→ PROBLEM REQUIREMENTS
Restate the data word for word and leave the images out.

→ THE RECORDS
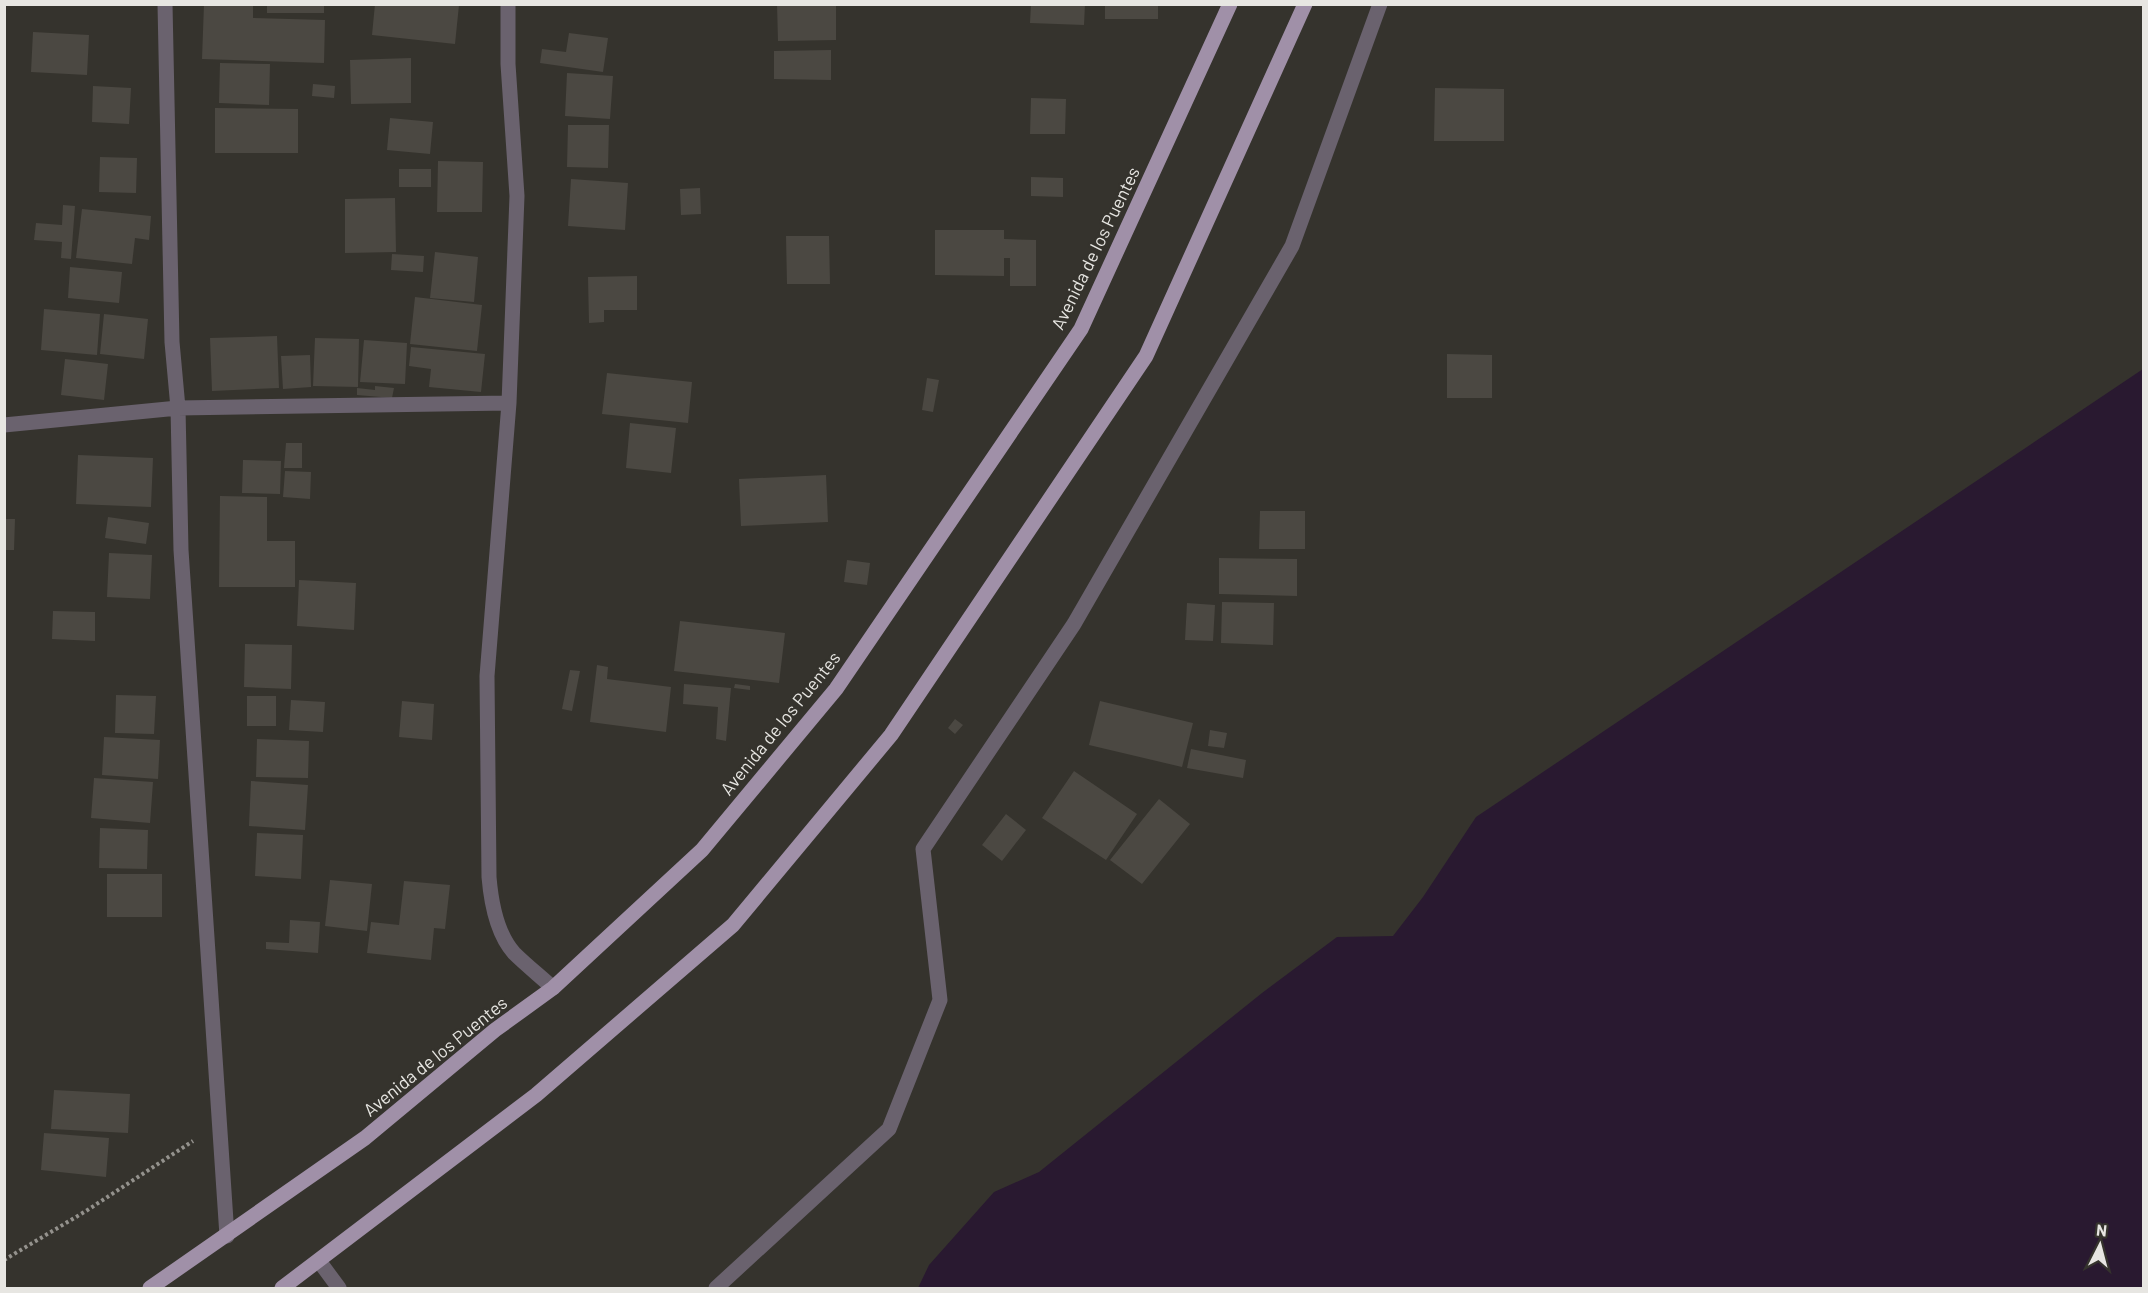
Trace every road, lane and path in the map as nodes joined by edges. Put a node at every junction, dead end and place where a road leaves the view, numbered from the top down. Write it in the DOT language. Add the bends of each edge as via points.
graph roads {
  1 [pos="165,4"];
  2 [pos="508,4"];
  3 [pos="1230,4"];
  4 [pos="1305,4"];
  5 [pos="1380,4"];
  6 [pos="509,403"];
  7 [pos="178,408"];
  8 [pos="4,425"];
  9 [pos="553,988"];
  10 [pos="219,1124"];
  11 [pos="227,1236"];
  12 [pos="4,1260"];
  13 [pos="319,1261"];
  14 [pos="150,1288"];
  15 [pos="282,1288"];
  16 [pos="339,1288"];
  17 [pos="716,1288"];
  1 -- 7 [label="street" via="172,342"];
  2 -- 6 [label="street" via="517,196"];
  3 -- 9 [label="main road, Avenida de los Puentes" via="1081,329 836,689 702,850"];
  4 -- 13 [label="main road" via="1146,356 891,735 733,925 536,1095"];
  5 -- 17 [label="street" via="1292,246 1074,624 923,849 940,1000 889,1129"];
  6 -- 7 [label="street"];
  6 -- 9 [label="street" via="487,676 489,877 499,926 512,951"];
  7 -- 8 [label="street"];
  7 -- 10 [label="street" via="180,550"];
  9 -- 11 [label="main road, Avenida de los Puentes" via="495,1030 365,1138"];
  10 -- 11 [label="street"];
  10 -- 12 [label="path"];
  11 -- 14 [label="main road, Avenida de los Puentes"];
  13 -- 15 [label="main road"];
  13 -- 16 [label="street"];
}
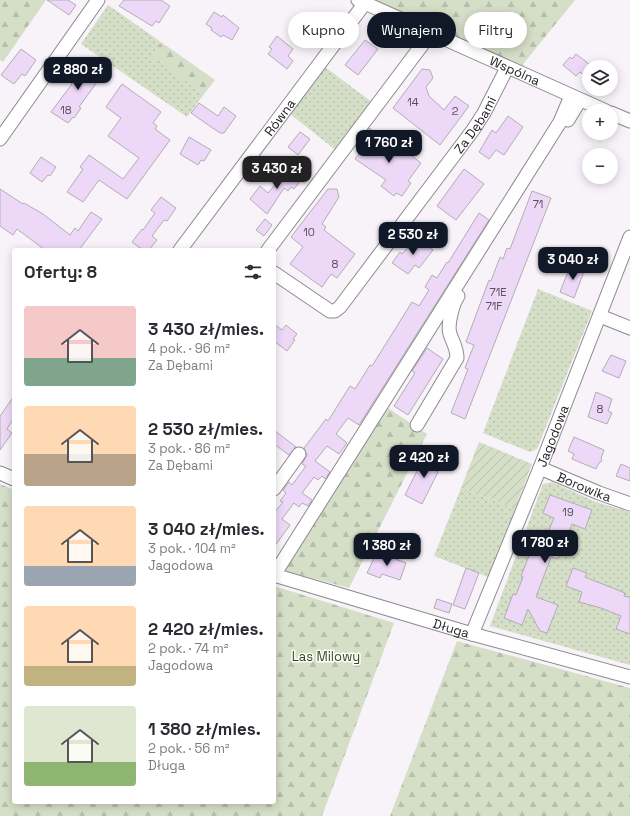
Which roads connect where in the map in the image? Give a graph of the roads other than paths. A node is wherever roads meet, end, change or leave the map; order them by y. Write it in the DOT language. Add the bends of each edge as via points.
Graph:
graph roads {
  1 [pos="98,0"];
  2 [pos="361,2"];
  3 [pos="383,12"];
  4 [pos="456,45"];
  5 [pos="420,48"];
  6 [pos="507,68"];
  7 [pos="576,98"];
  8 [pos="590,104"];
  9 [pos="618,116"];
  10 [pos="630,121"];
  11 [pos="0,139"];
  12 [pos="630,237"];
  13 [pos="181,248"];
  14 [pos="270,248"];
  15 [pos="276,274"];
  16 [pos="600,316"];
  17 [pos="630,328"];
  18 [pos="417,426"];
  19 [pos="299,454"];
  20 [pos="540,468"];
  21 [pos="276,486"];
  22 [pos="630,504"];
  23 [pos="276,572"];
  24 [pos="276,576"];
  25 [pos="472,634"];
  26 [pos="630,677"];
  1 -- 11 [label="street"];
  2 -- 3 [label="street, Wspólna"];
  2 -- 13 [label="street, Równa"];
  4 -- 6 [label="street, Wspólna"];
  5 -- 14 [label="street"];
  6 -- 7 [label="street, Wspólna"];
  6 -- 15 [label="street, Za Dębami" via="473,130 340,308 330,311"];
  7 -- 8 [label="street, Wspólna"];
  7 -- 18 [label="street" via="455,300 449,332 458,351 457,358"];
  7 -- 23 [label="street"];
  9 -- 10 [label="street"];
  12 -- 16 [label="street, Jagodowa"];
  16 -- 17 [label="street"];
  16 -- 20 [label="street, Jagodowa"];
  19 -- 21 [label="street"];
  20 -- 22 [label="street, Borowika"];
  20 -- 25 [label="street, Jagodowa"];
  24 -- 25 [label="street, Długa"];
  25 -- 26 [label="street, Długa"];
}
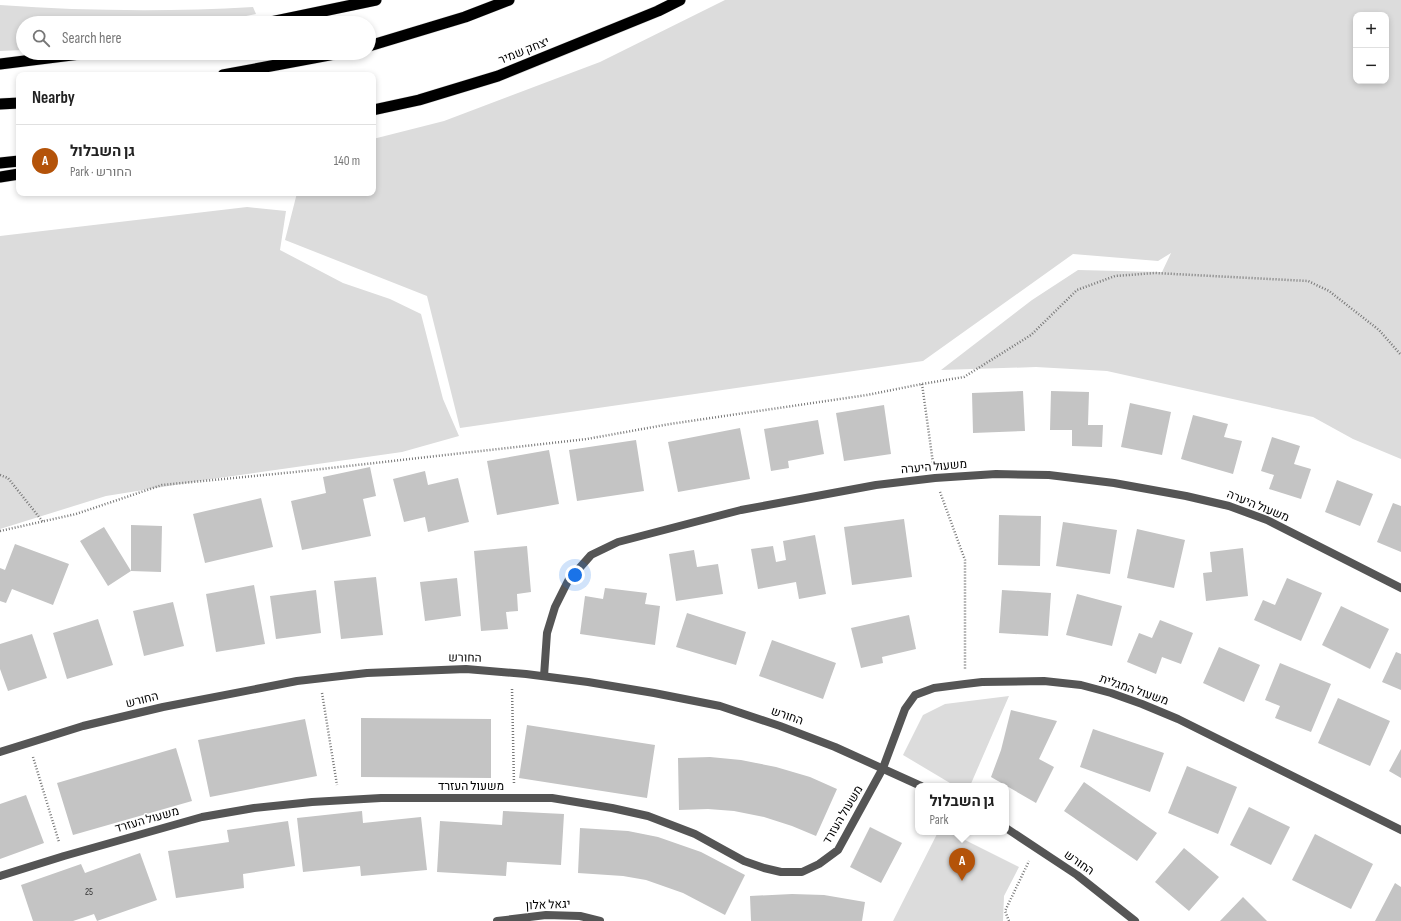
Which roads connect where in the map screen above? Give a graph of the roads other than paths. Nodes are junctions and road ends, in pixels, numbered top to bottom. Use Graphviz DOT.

→ TASK OUTPUT
Trace every road, lane and path in the map as nodes joined by edges. Put a node at every junction, dead end and place where a road leaves the view, numbered from the top down. Write it in the DOT language. Add the bends of each edge as via points.
graph roads {
  1 [pos="165,4"];
  2 [pos="508,4"];
  3 [pos="1230,4"];
  4 [pos="1305,4"];
  5 [pos="1380,4"];
  6 [pos="509,403"];
  7 [pos="178,408"];
  8 [pos="4,425"];
  9 [pos="553,988"];
  10 [pos="219,1124"];
  11 [pos="227,1236"];
  12 [pos="4,1260"];
  13 [pos="319,1261"];
  14 [pos="150,1288"];
  15 [pos="282,1288"];
  16 [pos="339,1288"];
  17 [pos="716,1288"];
  1 -- 7 [label="street" via="172,342"];
  2 -- 6 [label="street" via="517,196"];
  3 -- 9 [label="main road, Avenida de los Puentes" via="1081,329 836,689 702,850"];
  4 -- 13 [label="main road" via="1146,356 891,735 733,925 536,1095"];
  5 -- 17 [label="street" via="1292,246 1074,624 923,849 940,1000 889,1129"];
  6 -- 7 [label="street"];
  6 -- 9 [label="street" via="487,676 489,877 499,926 512,951"];
  7 -- 8 [label="street"];
  7 -- 10 [label="street" via="180,550"];
  9 -- 11 [label="main road, Avenida de los Puentes" via="495,1030 365,1138"];
  10 -- 11 [label="street"];
  10 -- 12 [label="path"];
  11 -- 14 [label="main road, Avenida de los Puentes"];
  13 -- 15 [label="main road"];
  13 -- 16 [label="street"];
}
Which roads connect where in the map in the image? Give a graph of the roads other than paths. A node is wherever roads meet, end, change or leave the map; order them by y. Write it in the DOT language. Add the bends of each edge as via points.
Graph:
graph roads {
  1 [pos="98,0"];
  2 [pos="361,2"];
  3 [pos="383,12"];
  4 [pos="456,45"];
  5 [pos="420,48"];
  6 [pos="507,68"];
  7 [pos="576,98"];
  8 [pos="590,104"];
  9 [pos="618,116"];
  10 [pos="630,121"];
  11 [pos="0,139"];
  12 [pos="630,237"];
  13 [pos="181,248"];
  14 [pos="270,248"];
  15 [pos="276,274"];
  16 [pos="600,316"];
  17 [pos="630,328"];
  18 [pos="417,426"];
  19 [pos="299,454"];
  20 [pos="540,468"];
  21 [pos="276,486"];
  22 [pos="630,504"];
  23 [pos="276,572"];
  24 [pos="276,576"];
  25 [pos="472,634"];
  26 [pos="630,677"];
  1 -- 11 [label="street"];
  2 -- 3 [label="street, Wspólna"];
  2 -- 13 [label="street, Równa"];
  4 -- 6 [label="street, Wspólna"];
  5 -- 14 [label="street"];
  6 -- 7 [label="street, Wspólna"];
  6 -- 15 [label="street, Za Dębami" via="473,130 340,308 330,311"];
  7 -- 8 [label="street, Wspólna"];
  7 -- 18 [label="street" via="455,300 449,332 458,351 457,358"];
  7 -- 23 [label="street"];
  9 -- 10 [label="street"];
  12 -- 16 [label="street, Jagodowa"];
  16 -- 17 [label="street"];
  16 -- 20 [label="street, Jagodowa"];
  19 -- 21 [label="street"];
  20 -- 22 [label="street, Borowika"];
  20 -- 25 [label="street, Jagodowa"];
  24 -- 25 [label="street, Długa"];
  25 -- 26 [label="street, Długa"];
}
Which roads connect where in the map screen above? Give a graph of the roads other than paths. Nodes are junctions and road ends, in pixels, numbered top to bottom. Use Graphviz DOT.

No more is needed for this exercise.